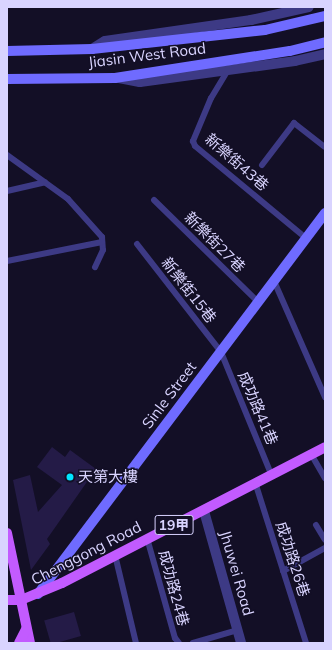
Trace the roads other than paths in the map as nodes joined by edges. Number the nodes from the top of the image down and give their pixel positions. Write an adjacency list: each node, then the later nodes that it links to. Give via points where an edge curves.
1 (309, 7): 4 (street, via 251,20 105,41)
2 (325, 16): 4 (street, Jiasin West Road, via 265,30)
3 (325, 42): 8 (street, Jiasin West Road, via 290,51)
4 (92, 49): 5 (street, Jiasin West Road)
5 (7, 51)
6 (325, 54): 7 (street, via 295,61)
7 (228, 70): 8 (street, via 140,82); 17 (lane, 新樂街43巷, via 211,98 193,142)
8 (115, 78): 9 (street, Jiasin West Road)
9 (7, 79)
10 (325, 147): 12 (lane, via 294,123)
11 (7, 155): 13 (lane)
12 (262, 165)
13 (45, 182): 14 (lane); 18 (lane, via 68,199 102,237)
14 (7, 191)
15 (154, 200): 23 (lane, 新樂街27巷)
16 (325, 213): 17 (street, Sinle Street)
17 (306, 238): 22 (street, Sinle Street)
18 (102, 242): 20 (lane); 21 (lane, via 103,250)
19 (137, 244): 24 (lane, 新樂街15巷)
20 (7, 261)
21 (95, 267)
22 (274, 281): 23 (street, Sinle Street); 25 (lane)
23 (258, 302): 24 (street, Sinle Street)
24 (220, 352): 28 (lane, 成功路41巷); 39 (street, Sinle Street)
25 (325, 397)
26 (325, 447): 27 (main road, Chenggong Road / 19甲)
27 (311, 454): 28 (main road, Chenggong Road / 19甲); 29 (lane)
28 (272, 474): 30 (main road, Chenggong Road / 19甲)
29 (325, 478)
30 (255, 482): 31 (main road, Chenggong Road / 19甲); 38 (lane, 成功路26巷)
31 (204, 511): 34 (main road, Chenggong Road / 19甲); 43 (street, Jhuwei Road)
32 (316, 525): 35 (lane)
33 (7, 533): 41 (main road)
34 (147, 538): 37 (main road, Chenggong Road / 19甲); 47 (lane, 成功路24巷, via 175,638)
35 (325, 540)
36 (325, 548): 38 (lane)
37 (114, 555): 39 (main road, Chenggong Road / 19甲); 46 (lane)
38 (283, 571): 50 (lane, 成功路26巷)
39 (38, 594): 41 (main road, Chenggong Road / 19甲)
40 (7, 600): 41 (main road, Chenggong Road / 19甲)
41 (21, 600): 42 (main road)
42 (26, 629): 44 (main road); 45 (main road)
43 (238, 630): 48 (lane, 成功路24巷); 49 (street, Jhuwei Road)
44 (19, 643)
45 (30, 643)
46 (136, 643)
47 (179, 643)
48 (193, 643)
49 (241, 643)
50 (306, 643)

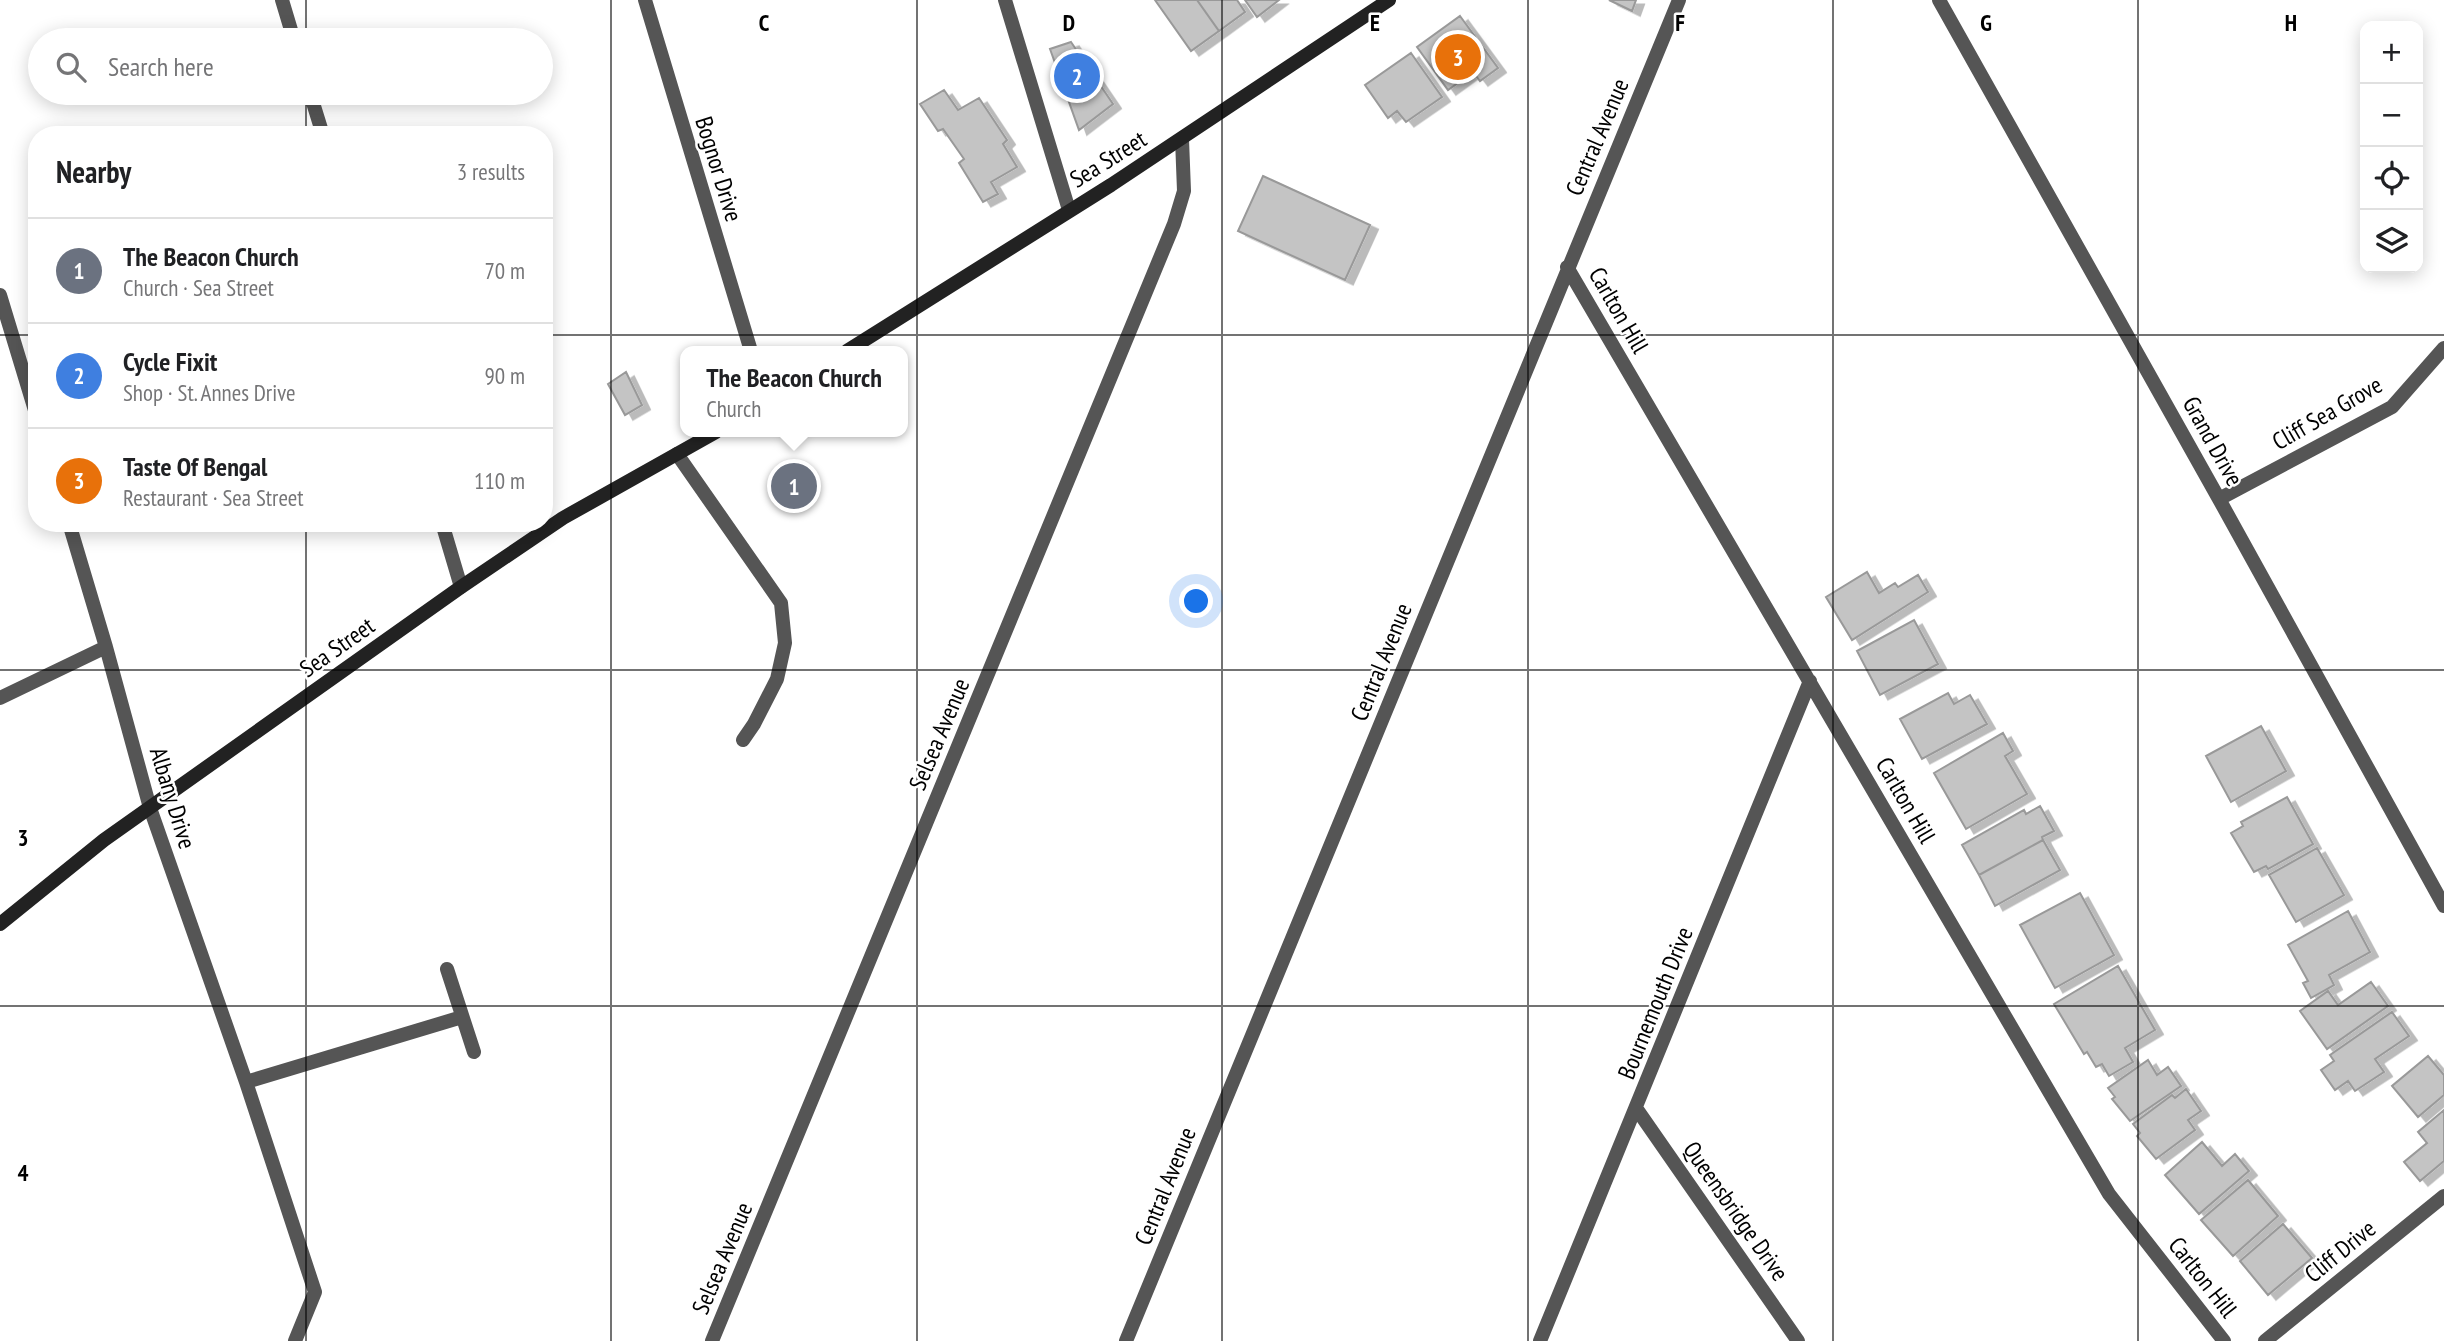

◆ WHAT YOU HAVE TO DO:
Search the entries above for the string "West". Copy each line in which it appears.

◆ REPLY:
2 (325, 16): 4 (street, Jiasin West Road, via 265,30)
3 (325, 42): 8 (street, Jiasin West Road, via 290,51)
4 (92, 49): 5 (street, Jiasin West Road)
8 (115, 78): 9 (street, Jiasin West Road)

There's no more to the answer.